Re: Very slow 101-feeling design/query..

Doug Reynolds <mav@xxxxxxxxxxxxx> · Sat, 11 Dec 2021 22:50:03 +0000

Keep in mind that using UUIDs as an ID on large data sets will use double the memory and index size.  Obviously, if that is set in stone, you probably can't readily change it, but I'd think twice before using that for billions of rows for joining.

Sent from my iPhone

On Dec 11, 2021, at 2:38 PM, Wells Oliver <wells.oliver@xxxxxxxxx> wrote:

Yeah, I can take a look at that. The other issue is simply doing SELECT * FROM vw_joints WHERE game_id = 123 is slow because joints -> plays on play_uuid, and the index is on game_id in plays, but that query is slower than I want it to be.

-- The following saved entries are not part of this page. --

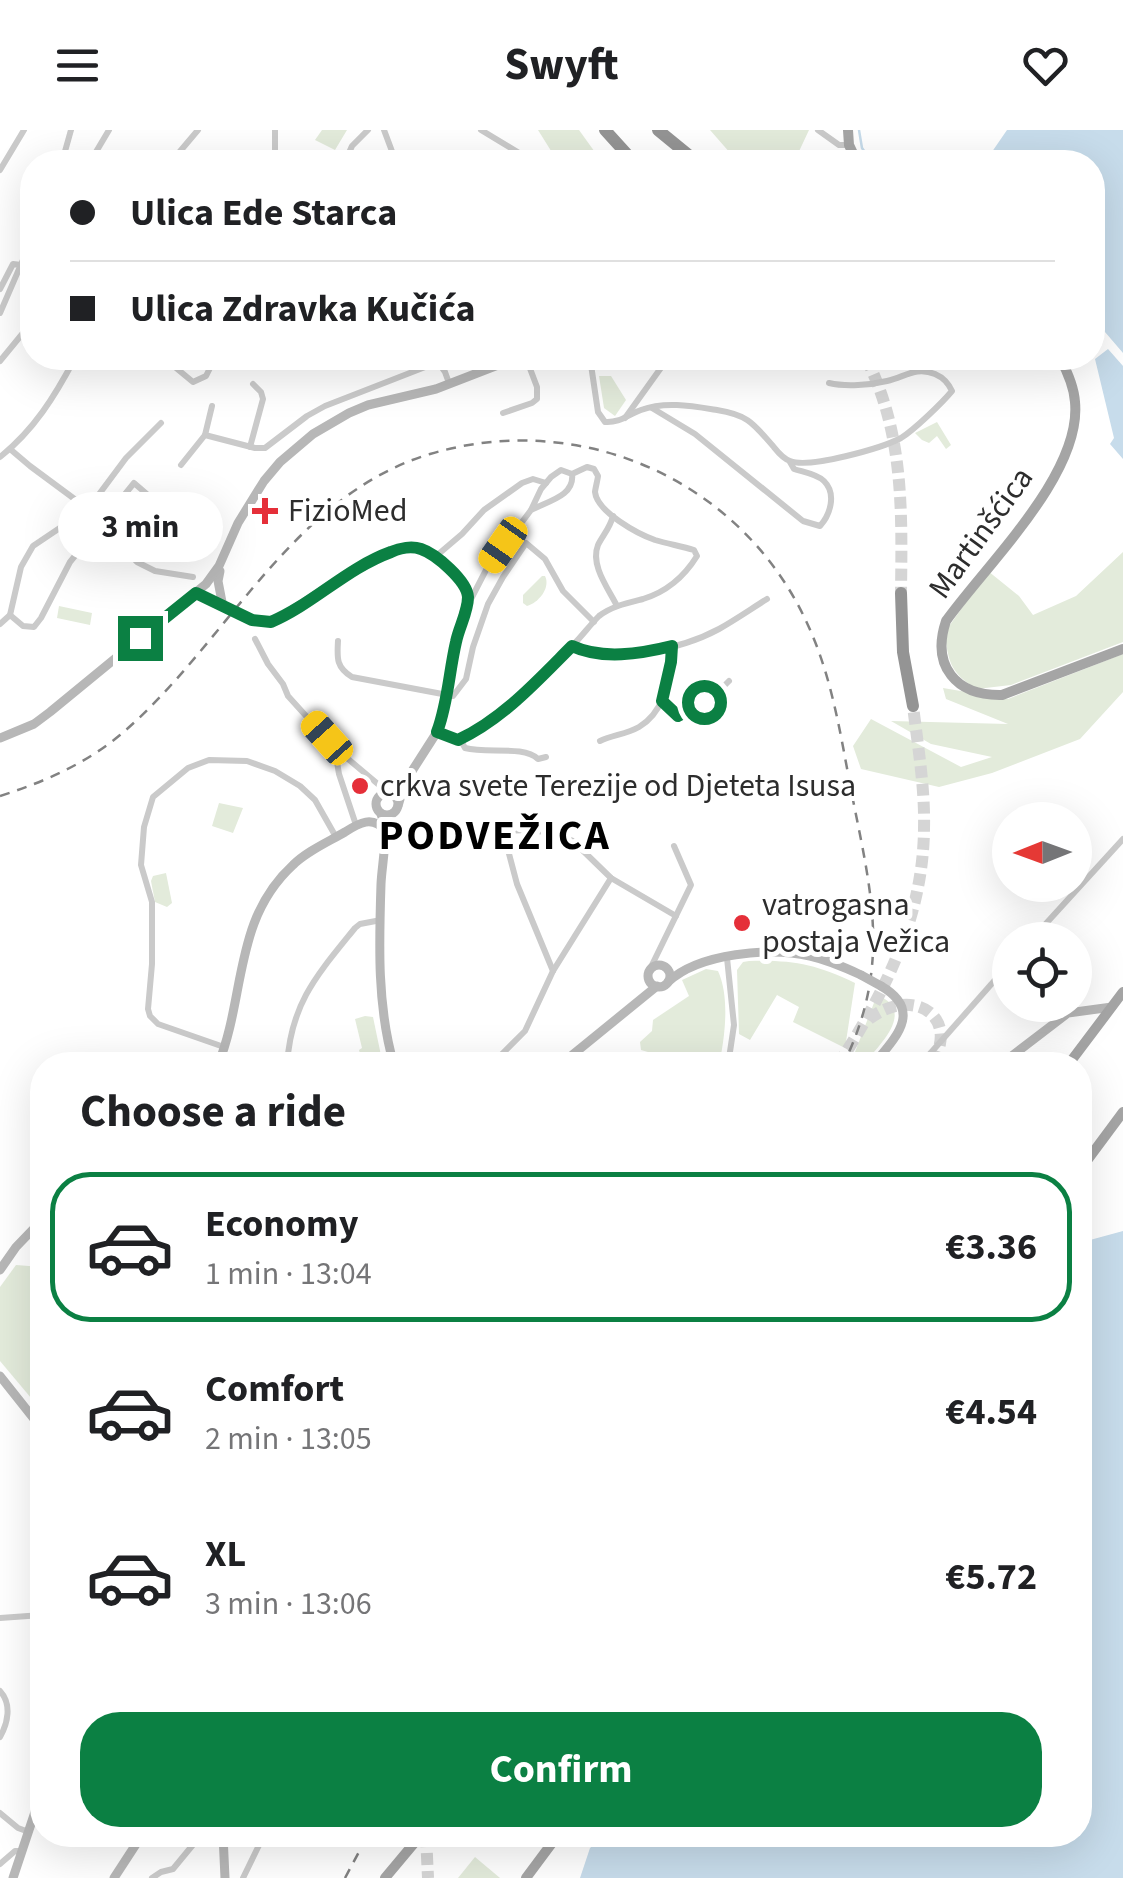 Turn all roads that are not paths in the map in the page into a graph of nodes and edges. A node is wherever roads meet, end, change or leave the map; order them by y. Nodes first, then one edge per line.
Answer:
1 (24, 130) edge
2 (198, 130) edge
3 (368, 130) edge
4 (481, 130) edge
5 (607, 130) edge
6 (658, 130) edge
7 (818, 130) edge
8 (848, 130) edge
9 (849, 145) junction
10 (181, 150) edge
11 (350, 150) edge
12 (514, 150) edge
13 (623, 150) edge
14 (682, 150) edge
15 (851, 150) edge
16 (0, 170) edge
17 (20, 265) edge
18 (20, 267) edge
19 (0, 290) edge
20 (0, 313) edge
21 (20, 338) edge
22 (0, 361) edge
23 (68, 370) edge
24 (181, 370) edge
25 (209, 370) edge
26 (413, 370) edge
27 (444, 370) edge
28 (487, 370) edge
29 (530, 370) edge
30 (592, 370) edge
31 (659, 370) edge
32 (1066, 370) edge
33 (253, 384) dead end
34 (829, 384) dead end
35 (450, 385) junction
36 (212, 406) dead end
37 (652, 408) junction
38 (504, 413) dead end
39 (625, 419) junction
40 (161, 423) dead end
41 (205, 435) junction
42 (250, 447) junction
43 (10, 448) junction
44 (0, 457) edge
45 (790, 461) junction
46 (182, 465) dead end
47 (572, 474) junction
48 (546, 482) junction
49 (156, 502) dead end
50 (88, 510) junction
51 (531, 510) junction
52 (613, 516) junction
53 (102, 524) junction
54 (434, 557) junction
55 (222, 559) junction
56 (486, 570) junction
57 (193, 577) dead end
58 (465, 586) junction
59 (196, 593) junction
60 (901, 593) tunnel mouth
61 (766, 599) dead end
62 (616, 606) junction
63 (223, 607) junction
64 (466, 609) junction
65 (10, 615) junction
66 (594, 622) junction
67 (0, 624) edge
68 (255, 639) dead end
69 (338, 641) dead end
70 (572, 646) junction
71 (672, 646) junction
72 (1123, 649) edge
73 (729, 681) dead end
74 (448, 696) junction
75 (662, 701) junction
76 (913, 706) tunnel mouth
77 (437, 732) junction
78 (0, 738) edge
79 (460, 739) junction
80 (600, 741) dead end
81 (335, 748) junction
82 (546, 757) dead end
83 (405, 782) junction
84 (388, 792) junction
85 (396, 809) junction
86 (380, 812) junction
87 (356, 825) junction
88 (385, 836) junction
89 (336, 837) junction
90 (1123, 839) edge
91 (674, 846) dead end
92 (611, 878) junction
93 (676, 916) junction
94 (380, 920) junction
95 (1047, 922) edge
96 (727, 958) junction
97 (661, 968) junction
98 (553, 970) junction
99 (653, 983) junction
100 (992, 983) edge
101 (1123, 992) edge
102 (1112, 1007) junction
103 (1092, 1009) edge
104 (1092, 1016) edge
105 (1055, 1022) edge
106 (1098, 1026) junction
107 (226, 1047) junction
108 (224, 1052) edge
109 (288, 1052) edge
110 (391, 1052) edge
111 (505, 1052) edge
112 (576, 1052) edge
113 (730, 1052) edge
114 (883, 1052) edge
115 (931, 1052) edge
116 (1017, 1052) edge
117 (1078, 1052) edge
118 (1122, 1116) edge
119 (1092, 1155) edge
120 (30, 1232) edge
121 (0, 1270) edge
122 (0, 1376) edge
123 (30, 1414) edge
124 (30, 1616) edge
125 (0, 1618) edge
126 (0, 1691) edge
127 (0, 1738) edge
128 (0, 1813) edge
129 (30, 1829) edge
130 (29, 1832) junction
131 (134, 1847) edge
132 (192, 1847) edge
133 (224, 1847) edge
134 (258, 1847) edge
135 (411, 1847) edge
136 (549, 1847) edge
137 (23, 1851) junction
138 (0, 1864) edge
139 (13, 1878) edge
140 (114, 1878) edge
141 (152, 1878) edge
142 (225, 1878) edge
143 (242, 1878) edge
144 (386, 1878) edge
145 (526, 1878) edge

1 - 16 street
2 - 10 street
3 - 11 street
4 - 12 street
5 - 13 highway
6 - 14 highway
7 - 9 street
8 - 9 main road
9 - 15 main road
17 - 19 street
18 - 20 street
21 - 22 street
23 - 43 street
24 - 25 street
26 - 42 street
27 - 35 street
28 - 35 main road
29 - 38 street
30 - 39 street
31 - 39 street
32 - 72 main road, Martinšćica
33 - 42 street
34 - 45 street
35 - 55 main road
36 - 41 street
37 - 39 street
37 - 45 street
37 - 45 street
40 - 50 street
41 - 42 street
41 - 46 street
43 - 44 street
43 - 50 street
47 - 48 street
47 - 51 street
47 - 52 street
48 - 51 street
48 - 54 street
49 - 53 street
50 - 53 street
50 - 65 street
51 - 56 street
52 - 62 street
52 - 62 street
53 - 57 street
53 - 65 street
54 - 58 main road
54 - 63 main road, bridge
55 - 59 main road
55 - 63 main road
56 - 58 street
56 - 64 street
58 - 64 main road
59 - 63 main road
59 - 78 main road
60 - 76 highway
61 - 71 street
62 - 66 street
64 - 74 main road
65 - 67 street
66 - 70 street
66 - 74 street
68 - 81 street
69 - 74 street
70 - 71 street
70 - 79 street
71 - 75 street
73 - 75 street
74 - 77 main road
75 - 80 street
77 - 79 street
77 - 83 main road
79 - 82 street
81 - 84 street
81 - 87 street
83 - 84 main road
83 - 85 main road
84 - 85 main road
84 - 86 main road
85 - 86 main road
85 - 88 main road
86 - 87 main road
86 - 88 main road
87 - 88 main road
87 - 89 main road
88 - 94 main road
89 - 107 main road
89 - 107 street
90 - 95 street
91 - 93 street
92 - 93 street
92 - 98 street
92 - 98 street
93 - 97 street
94 - 109 street
94 - 110 main road
96 - 97 main road
96 - 113 street
96 - 114 main road, bridge
97 - 99 main road
97 - 99 main road
98 - 111 street
99 - 112 main road
100 - 115 street
101 - 102 main road
102 - 103 main road
102 - 106 main road
104 - 106 main road
105 - 116 main road
106 - 117 main road
107 - 108 main road
118 - 119 main road
120 - 121 main road
122 - 123 main road
124 - 125 street
126 - 127 street
128 - 130 street
129 - 130 main road
130 - 137 main road
131 - 140 main road
132 - 141 street
133 - 142 main road
134 - 143 street
135 - 144 main road
136 - 145 main road
137 - 138 street
137 - 139 main road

On Sat, Dec 11, 2021 at 11:22 AM Mladen Gogala <gogala.mladen@xxxxxxxxx> wrote:

    On 12/11/21 13:32, Wells Oliver wrote:

      We have hundreds of millions of joint locations
        across hundreds of thousands of plays across thousands of games.
        We also have a few hundred games with plays in them, but no
        joint measurements. The joint data is a measurement of body
        joints through time (up to 300x a second)

        So my idea was the plays table contains the game identifier
          (there is no root game table), and the joints table refers to
          the plays table by a play UUID.

        As an example: One game contains 231 plays. There
          are 396,144 rows of joint data.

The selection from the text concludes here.